Pada saya ada dua buku yang mengupas tentang sufi, yang ditulis oleh ulama Ahlu Sunnah Wal Jamaah untuk menerangi aliran ini agar kita kaum muslimin mengetahui siapa sebenarnya sufi/tasawuf itu, sesuaikah dia dengan tuntunan yang AL-Quran dan As-Sunnah ? simaklah ringkasan dari buku :
a. Aliran Sufi dengan timbangan Al-Qur’an dan As-Sunnah (Sufiyah fi Mizanil Kitab wa Sunnah, karya Syaikh Muhammad bin Jamil Zainu)
b. Menguak Dunia Tasawuf Tarekat Naqsyabandiyyah (An-Naqsyabandiyyah Ardhu wa Tahlilun, karya Syaikh Abdurrahman Dimasyqiyah)
Disini saya ringkaskan perkara-perkara yang saya anggap penting diketahui dan mudah dikenali dengan kondisi aliran sufi yang ada di Indonesia ini. Namun kesesatan aliran ini sesungguhnya melebihi dari apa yang saya sampaikan. Untuk lebih lengkapnya silahkan merujuk kepada dua kitab diatas atau kitab lainnya yang ditulis para ulama yang mumpuni dibidang ilmu.

2. Awal munculnya tasawuf / sufi

Pada jaman Rasulullah Shallallahu ‘Alaihi wa Sallam, Islam tidak mengenal aliran tasawwuf, juga pada masa shahabat dan tabi’in (yaitu generasi setelah shahabat yang mereka itu menuntut ilmu dari para shahabat). Kemudian datang setelah masa tabi’in suatu kaum yang mengaku zuhud yang berpakaian shuf (pakaian dari bulu domba), maka karena pakaian inilah mereka mendapat julukan sebagai nama bagi mereka yaitu Sufi dengan nama tarekatnya Tasawwuf. (Dari kitab Sufiyyah fi mizanil kitab wa sunnah, karya Syaikh Muhammad bin Jamil Zainu).

Adapun hanya sekedar pengakuan tanpa adanya dalil yang menerangkan ataupun dari berita-berita dusta yang mengatakan bahwa Rasulullah SAW dan para sahabatnya ra. adalah juga golongan tasawwuf maka cara berhujjah seperti ini tidaklah dapat diterima oleh orang yang berakal.

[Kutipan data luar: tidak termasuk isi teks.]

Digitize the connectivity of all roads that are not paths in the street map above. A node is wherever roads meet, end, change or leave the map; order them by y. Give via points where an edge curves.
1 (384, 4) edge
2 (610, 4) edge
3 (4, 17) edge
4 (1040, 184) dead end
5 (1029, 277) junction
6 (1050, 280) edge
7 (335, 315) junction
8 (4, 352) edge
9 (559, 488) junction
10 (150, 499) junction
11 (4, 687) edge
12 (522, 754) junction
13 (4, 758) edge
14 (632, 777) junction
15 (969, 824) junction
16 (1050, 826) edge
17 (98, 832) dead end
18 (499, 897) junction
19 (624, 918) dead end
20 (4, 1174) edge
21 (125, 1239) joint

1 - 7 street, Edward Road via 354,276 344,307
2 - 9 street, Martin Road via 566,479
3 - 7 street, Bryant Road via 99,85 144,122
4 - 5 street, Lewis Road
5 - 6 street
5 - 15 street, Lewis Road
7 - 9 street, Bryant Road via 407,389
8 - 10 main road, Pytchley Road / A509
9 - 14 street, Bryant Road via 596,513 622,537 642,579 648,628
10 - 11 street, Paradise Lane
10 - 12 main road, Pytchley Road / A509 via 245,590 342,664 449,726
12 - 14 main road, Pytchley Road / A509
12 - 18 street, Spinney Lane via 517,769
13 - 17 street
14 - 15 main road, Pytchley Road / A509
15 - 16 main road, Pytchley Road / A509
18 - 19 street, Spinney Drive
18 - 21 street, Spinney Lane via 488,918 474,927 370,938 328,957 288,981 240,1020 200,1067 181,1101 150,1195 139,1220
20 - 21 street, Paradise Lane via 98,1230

3. Aliran Sufiyyah mempunyai banyak tarekat (jalan)

Antara lain : Tijaniyyah, Qadariyyah, Naqsyabandiyyah, Syadzaliyyah, Rifa’iyyah dan lainnya yang semuanya mengaku diatas jalan yang benar dan menganggap jalan yang lain adalah batil/salah.
Padahal Islam telah melarang adanya perpecahan (membuat jalan baru), seperti firman Allah :
“...dan janganlah kamu termasuk orang-orang yang mempersekutukan Allah, yaitu orang-orang yang memecah belah agama mereka dan mereka menjadi beberapa golongan. Tiap-tiap golongan merasa bangga dengan apa yang ada pada golongan mereka.” (QS. Ar-Rum :31-32)


4. Aliran sufi memeliki sifat fanatisme terhadap syaikh-syaikh mereka

Sekalipun mereka menyelisihi Allah dan Rasul-Nya. Padahal Allah SWT berfirman :
Hai orang-orang yang beriman, janganlah kamu mendahului Allah dan Rasul-Nya. (Al-Hujurat : 1)

Dan rasulullah SAW bersabda :
Tidak ada ketaatan bagi seseorang dalam berbuat maksiat kepada Allah, ketaatan itu hanya dalam berbuat baik. (HR. Bukhari & Muslim)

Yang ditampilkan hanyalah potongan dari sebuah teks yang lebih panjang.